Así mismo, las moras, arándanos y fresas mostraron valores superiores al resto de productos vegetales estudiados. Nuevamente fueron los pimientos rojos los que obtuvieron mayores niveles de AAT‑FL, mientras que las mandarinas mostraron los niveles más bajos (7,25 ± 0,78). También cabe resaltar que mientras que los tomates mostraron valores de AAT bastante bajos en los extractos hidrosolubles, fueron muy altos en la fase liposoluble, debido a las importantes cantidades de carotenoides que contienen los tomates, destacando entre ellos el licopeno. Los carotenoides son solo solubles en sustancias apolares9. Finalmente, y teniendo en cuenta la suma tanto de la AAT‑H como de la AAT‑L, serían los pimientos rojos los que alcanzaron mayor puntuación.

El contenido en polifenoles totales mostró unos niveles más o menos semejantes a los que se obtuvieron con respecto a la actividad antioxidante en la fase hidrosoluble (Figura 2); aunque en este caso, fueron las moras las que mostraron los mayores valores en polifenoles totales con respecto al resto de los productos vegetales analizados.

Discusión

Aunque en este estudio no se ha determinado el contenido de ácido ascórbico o vitamina C, cabe tener en cuenta que estaría contribuyendo a la AAT‑FH de todos estos productos10. Sin embargo, otras vitaminas liposolubles, sería el caso de la vitamina E, contribuyen a la AAT como y quedaría reflejado por la AAT‑FL (Figura 1).

La AAT en la fase hidrosoluble está altamente relacionada con el contenido en fenoles totales, como se ha demostrado en estudios sobre frutas como las ciruelas y fresas11,12. Con respecto a la AAT‑FL, se ha podido comprobar que el potencial antioxidante en la fase liposoluble de los productos vegetales analizados, mostró ser significativamente inferior en comparación a la AAT‑FH, llegando a ser entre 4 y 8 veces menor, dependiendo del fruto analizado.
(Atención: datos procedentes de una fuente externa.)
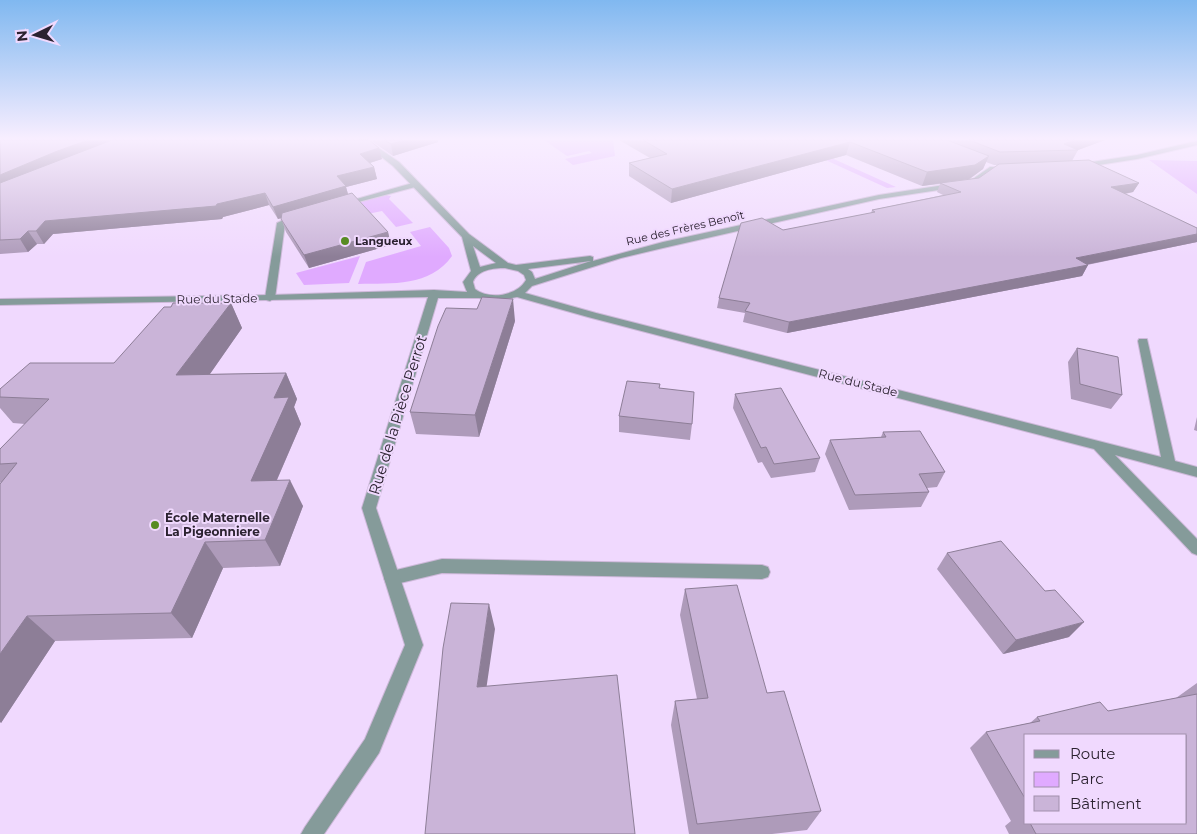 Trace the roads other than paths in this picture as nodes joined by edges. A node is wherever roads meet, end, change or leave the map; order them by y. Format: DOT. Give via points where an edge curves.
graph roads {
  1 [pos="411,179"];
  2 [pos="977,179"];
  3 [pos="416,184"];
  4 [pos="335,206"];
  5 [pos="307,214"];
  6 [pos="466,236"];
  7 [pos="618,256"];
  8 [pos="505,265"];
  9 [pos="518,267"];
  10 [pos="476,271"];
  11 [pos="469,281"];
  12 [pos="530,284"];
  13 [pos="434,293"];
  14 [pos="519,294"];
  15 [pos="479,295"];
  16 [pos="270,298"];
  17 [pos="0,302"];
  18 [pos="1143,341"];
  19 [pos="1099,446"];
  20 [pos="1169,464"];
  21 [pos="1197,472"];
  22 [pos="1197,549"];
  23 [pos="762,572"];
  24 [pos="392,578"];
  25 [pos="312,834"];
  1 -- 3 [label="street"];
  2 -- 7 [label="street, Rue des Frères Benoît" via="972,183 879,197"];
  3 -- 4 [label="street"];
  3 -- 6 [label="street"];
  5 -- 16 [label="street" via="281,223"];
  6 -- 8 [label="street"];
  6 -- 10 [label="street"];
  7 -- 9 [label="street, Rue des Frères Benoît"];
  7 -- 12 [label="street, Rue des Frères Benoît"];
  8 -- 9 [label="street, Rue des Frères Benoît"];
  8 -- 10 [label="street"];
  9 -- 12 [label="street" via="528,273"];
  10 -- 11 [label="street"];
  11 -- 13 [label="street, Rue du Stade"];
  11 -- 15 [label="street" via="468,286"];
  12 -- 14 [label="street"];
  13 -- 15 [label="street, Rue du Stade"];
  13 -- 16 [label="street, Rue du Stade"];
  13 -- 24 [label="street, Rue de la Pièce Perrot" via="369,508"];
  14 -- 15 [label="street, Rue du Stade" via="498,298"];
  14 -- 19 [label="street, Rue du Stade"];
  16 -- 17 [label="street, Rue du Stade"];
  18 -- 20 [label="street"];
  19 -- 20 [label="street, Rue du Stade"];
  19 -- 22 [label="street"];
  20 -- 21 [label="street, Rue du Stade"];
  23 -- 24 [label="street" via="442,566"];
  24 -- 25 [label="street, Rue de la Pièce Perrot" via="414,645 372,746"];
}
A muchos de los compuestos fenólicos se les han atribuido propiedades antioxidantes, anticarcinogénicas, antimicrobianas, antimutagénicas y antiinflamatorias, por lo que su consumo resultaría beneficioso para la salud13. En el caso de los frutos de color rojo o azulado, los polifenoles más abundantes son las antocianinas. Si se analizan los datos publicados sobre la aplicación de sustancias antioxidantes, tanto como tratamiento por vía oral como en forma de tratamiento cosmético, el éxito del mismo dependerá, no solo de la concentración de cada componente bioactivo, sino del balance entre ellos. Sin embargo, no existen muchos datos con respecto a las concentraciones idóneas que deberían alcanzar los diversos antioxidantes en la sangre, y la determinación de la concentración de estos activos en otros tejidos humanos son complicadas, caras y su estudio requiere de un tiempo prolongado, siendo necesaria la realización de biopsias. Algunos autores han hecho recomendaciones sobre las concentraciones idóneas de los antioxidantes para optimizar la protección del organismo frente a los distintos factores de estrés oxidativo14,15. No obstante, en el caso del licopeno, los valores recomendados difieren notablemente entre los distintos estudios. Esto no es sorprendente, porque la distribución de sustancias antioxidantes en los seres humanos es desigual, en dependencia del estado de salud, dieta, tipo de piel, zona corporal, factores externos y las diferencias entre individuos; por lo que se hace muy difícil establecer de forma general las concentraciones idóneas de cada compuesto para el correcto mantenimiento de la piel.

Los productos vegetales estudiados en esta investigación, con mayores niveles de actividad antioxidante serían de mayor a menor: pimientos rojos, moras, arándanos, fresas y cerezas; siendo los frutos con menor potencial antioxidante los cítricos naranja y mandarina.

Conclusión

Es recomendable la combinación de los tratamientos cosméticos con la ingesta de frutas y hortalizas. La aplicación tópica de activos antioxidantes y el consumo de productos que los contienen en alta proporción podrían incrementar la salud y la apariencia de la piel de forma sinérgica.